=== Section Start ===

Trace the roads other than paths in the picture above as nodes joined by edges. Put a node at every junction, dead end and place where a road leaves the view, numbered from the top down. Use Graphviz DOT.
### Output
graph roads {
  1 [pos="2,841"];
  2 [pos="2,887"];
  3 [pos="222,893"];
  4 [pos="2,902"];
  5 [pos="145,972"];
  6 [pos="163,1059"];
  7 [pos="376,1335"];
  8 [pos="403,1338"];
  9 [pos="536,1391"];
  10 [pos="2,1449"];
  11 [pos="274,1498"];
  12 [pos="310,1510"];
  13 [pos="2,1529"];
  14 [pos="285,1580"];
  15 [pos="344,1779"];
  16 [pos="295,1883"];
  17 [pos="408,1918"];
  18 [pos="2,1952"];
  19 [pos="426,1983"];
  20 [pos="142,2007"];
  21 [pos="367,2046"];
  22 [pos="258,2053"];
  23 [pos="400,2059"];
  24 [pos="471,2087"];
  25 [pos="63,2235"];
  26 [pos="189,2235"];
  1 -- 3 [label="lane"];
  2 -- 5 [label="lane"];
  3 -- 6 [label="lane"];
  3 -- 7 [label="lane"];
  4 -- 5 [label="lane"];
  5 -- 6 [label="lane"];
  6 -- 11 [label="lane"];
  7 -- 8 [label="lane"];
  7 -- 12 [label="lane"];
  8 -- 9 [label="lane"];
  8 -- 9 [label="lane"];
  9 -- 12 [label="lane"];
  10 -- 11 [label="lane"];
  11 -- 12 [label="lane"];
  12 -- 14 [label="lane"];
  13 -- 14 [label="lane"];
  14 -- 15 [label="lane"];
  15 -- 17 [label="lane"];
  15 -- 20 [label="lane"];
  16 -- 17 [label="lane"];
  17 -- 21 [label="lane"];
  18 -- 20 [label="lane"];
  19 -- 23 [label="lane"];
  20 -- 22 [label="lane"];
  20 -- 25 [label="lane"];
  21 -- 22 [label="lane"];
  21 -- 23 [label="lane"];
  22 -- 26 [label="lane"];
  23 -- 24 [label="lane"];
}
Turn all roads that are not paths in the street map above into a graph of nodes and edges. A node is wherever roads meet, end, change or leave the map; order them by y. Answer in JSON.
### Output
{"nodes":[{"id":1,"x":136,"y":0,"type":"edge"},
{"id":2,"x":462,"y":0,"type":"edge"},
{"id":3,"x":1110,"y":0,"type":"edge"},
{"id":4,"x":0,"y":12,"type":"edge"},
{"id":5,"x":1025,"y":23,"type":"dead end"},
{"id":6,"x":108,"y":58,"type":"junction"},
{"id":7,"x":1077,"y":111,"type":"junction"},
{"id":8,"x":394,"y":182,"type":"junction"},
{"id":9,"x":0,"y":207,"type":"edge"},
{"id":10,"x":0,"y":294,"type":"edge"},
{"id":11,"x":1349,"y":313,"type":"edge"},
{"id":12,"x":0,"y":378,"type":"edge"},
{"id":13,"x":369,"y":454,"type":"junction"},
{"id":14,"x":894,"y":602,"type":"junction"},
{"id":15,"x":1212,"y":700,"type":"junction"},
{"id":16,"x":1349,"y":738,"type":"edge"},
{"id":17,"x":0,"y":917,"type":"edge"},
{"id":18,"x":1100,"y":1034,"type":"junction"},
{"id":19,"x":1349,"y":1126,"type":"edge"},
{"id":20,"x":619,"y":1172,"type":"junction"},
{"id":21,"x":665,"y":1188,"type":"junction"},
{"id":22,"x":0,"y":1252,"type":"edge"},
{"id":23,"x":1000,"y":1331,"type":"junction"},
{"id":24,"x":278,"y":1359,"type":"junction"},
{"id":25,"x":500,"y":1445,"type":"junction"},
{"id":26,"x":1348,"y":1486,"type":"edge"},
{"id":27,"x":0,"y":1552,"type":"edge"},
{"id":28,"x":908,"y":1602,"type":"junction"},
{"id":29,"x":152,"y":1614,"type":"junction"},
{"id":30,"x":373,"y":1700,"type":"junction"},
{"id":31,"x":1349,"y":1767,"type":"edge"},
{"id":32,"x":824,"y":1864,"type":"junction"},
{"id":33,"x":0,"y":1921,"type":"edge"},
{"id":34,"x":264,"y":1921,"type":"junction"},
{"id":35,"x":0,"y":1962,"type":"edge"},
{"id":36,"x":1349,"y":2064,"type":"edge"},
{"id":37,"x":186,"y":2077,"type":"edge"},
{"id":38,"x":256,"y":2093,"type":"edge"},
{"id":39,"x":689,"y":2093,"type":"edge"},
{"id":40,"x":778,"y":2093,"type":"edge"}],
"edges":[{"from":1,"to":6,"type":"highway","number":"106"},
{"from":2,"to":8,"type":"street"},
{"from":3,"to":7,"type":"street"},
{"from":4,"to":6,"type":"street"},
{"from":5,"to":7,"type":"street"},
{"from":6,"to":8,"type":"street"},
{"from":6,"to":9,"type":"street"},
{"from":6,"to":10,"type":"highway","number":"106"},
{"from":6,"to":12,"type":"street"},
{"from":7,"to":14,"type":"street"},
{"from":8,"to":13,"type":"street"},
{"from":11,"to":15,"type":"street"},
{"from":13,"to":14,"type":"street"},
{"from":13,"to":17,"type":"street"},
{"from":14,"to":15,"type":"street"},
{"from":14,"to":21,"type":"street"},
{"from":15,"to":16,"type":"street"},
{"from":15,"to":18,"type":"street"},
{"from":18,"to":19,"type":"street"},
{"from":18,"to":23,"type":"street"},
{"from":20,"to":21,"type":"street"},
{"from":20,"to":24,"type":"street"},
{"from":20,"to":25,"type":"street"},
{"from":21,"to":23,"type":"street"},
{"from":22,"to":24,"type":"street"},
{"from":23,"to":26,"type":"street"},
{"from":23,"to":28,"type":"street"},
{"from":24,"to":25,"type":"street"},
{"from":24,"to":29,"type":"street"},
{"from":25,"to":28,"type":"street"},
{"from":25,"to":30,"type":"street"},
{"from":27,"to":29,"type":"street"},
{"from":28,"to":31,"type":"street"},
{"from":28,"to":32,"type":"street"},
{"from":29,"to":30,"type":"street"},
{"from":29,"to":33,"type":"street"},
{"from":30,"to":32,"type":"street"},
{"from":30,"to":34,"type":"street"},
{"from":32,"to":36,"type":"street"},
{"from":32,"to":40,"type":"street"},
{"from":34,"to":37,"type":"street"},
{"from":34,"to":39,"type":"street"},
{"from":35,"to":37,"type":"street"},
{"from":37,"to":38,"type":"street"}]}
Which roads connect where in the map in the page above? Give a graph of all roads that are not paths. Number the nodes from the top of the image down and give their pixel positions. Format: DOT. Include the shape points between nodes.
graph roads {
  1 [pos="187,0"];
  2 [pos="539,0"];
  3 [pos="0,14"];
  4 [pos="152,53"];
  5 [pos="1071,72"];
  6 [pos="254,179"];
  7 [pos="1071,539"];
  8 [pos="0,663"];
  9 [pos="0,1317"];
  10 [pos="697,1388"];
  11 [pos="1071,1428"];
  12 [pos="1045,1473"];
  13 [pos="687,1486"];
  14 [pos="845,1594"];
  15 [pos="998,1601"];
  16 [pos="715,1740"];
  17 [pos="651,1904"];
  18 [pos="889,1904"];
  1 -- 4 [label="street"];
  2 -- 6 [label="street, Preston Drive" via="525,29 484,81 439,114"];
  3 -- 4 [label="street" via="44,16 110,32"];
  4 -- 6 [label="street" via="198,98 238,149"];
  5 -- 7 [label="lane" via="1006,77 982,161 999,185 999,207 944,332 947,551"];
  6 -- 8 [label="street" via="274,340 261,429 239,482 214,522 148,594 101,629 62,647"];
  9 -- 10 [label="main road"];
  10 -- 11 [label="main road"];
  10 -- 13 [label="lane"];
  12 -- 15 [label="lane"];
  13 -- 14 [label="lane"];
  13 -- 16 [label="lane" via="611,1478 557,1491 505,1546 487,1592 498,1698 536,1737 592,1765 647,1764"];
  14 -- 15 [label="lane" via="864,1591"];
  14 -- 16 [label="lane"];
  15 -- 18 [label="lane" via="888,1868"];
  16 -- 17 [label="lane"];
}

=== Section End ===

- What you are asked to do -
Give the number of lines above containing the word "main", with no other text.

- Exercise result -
2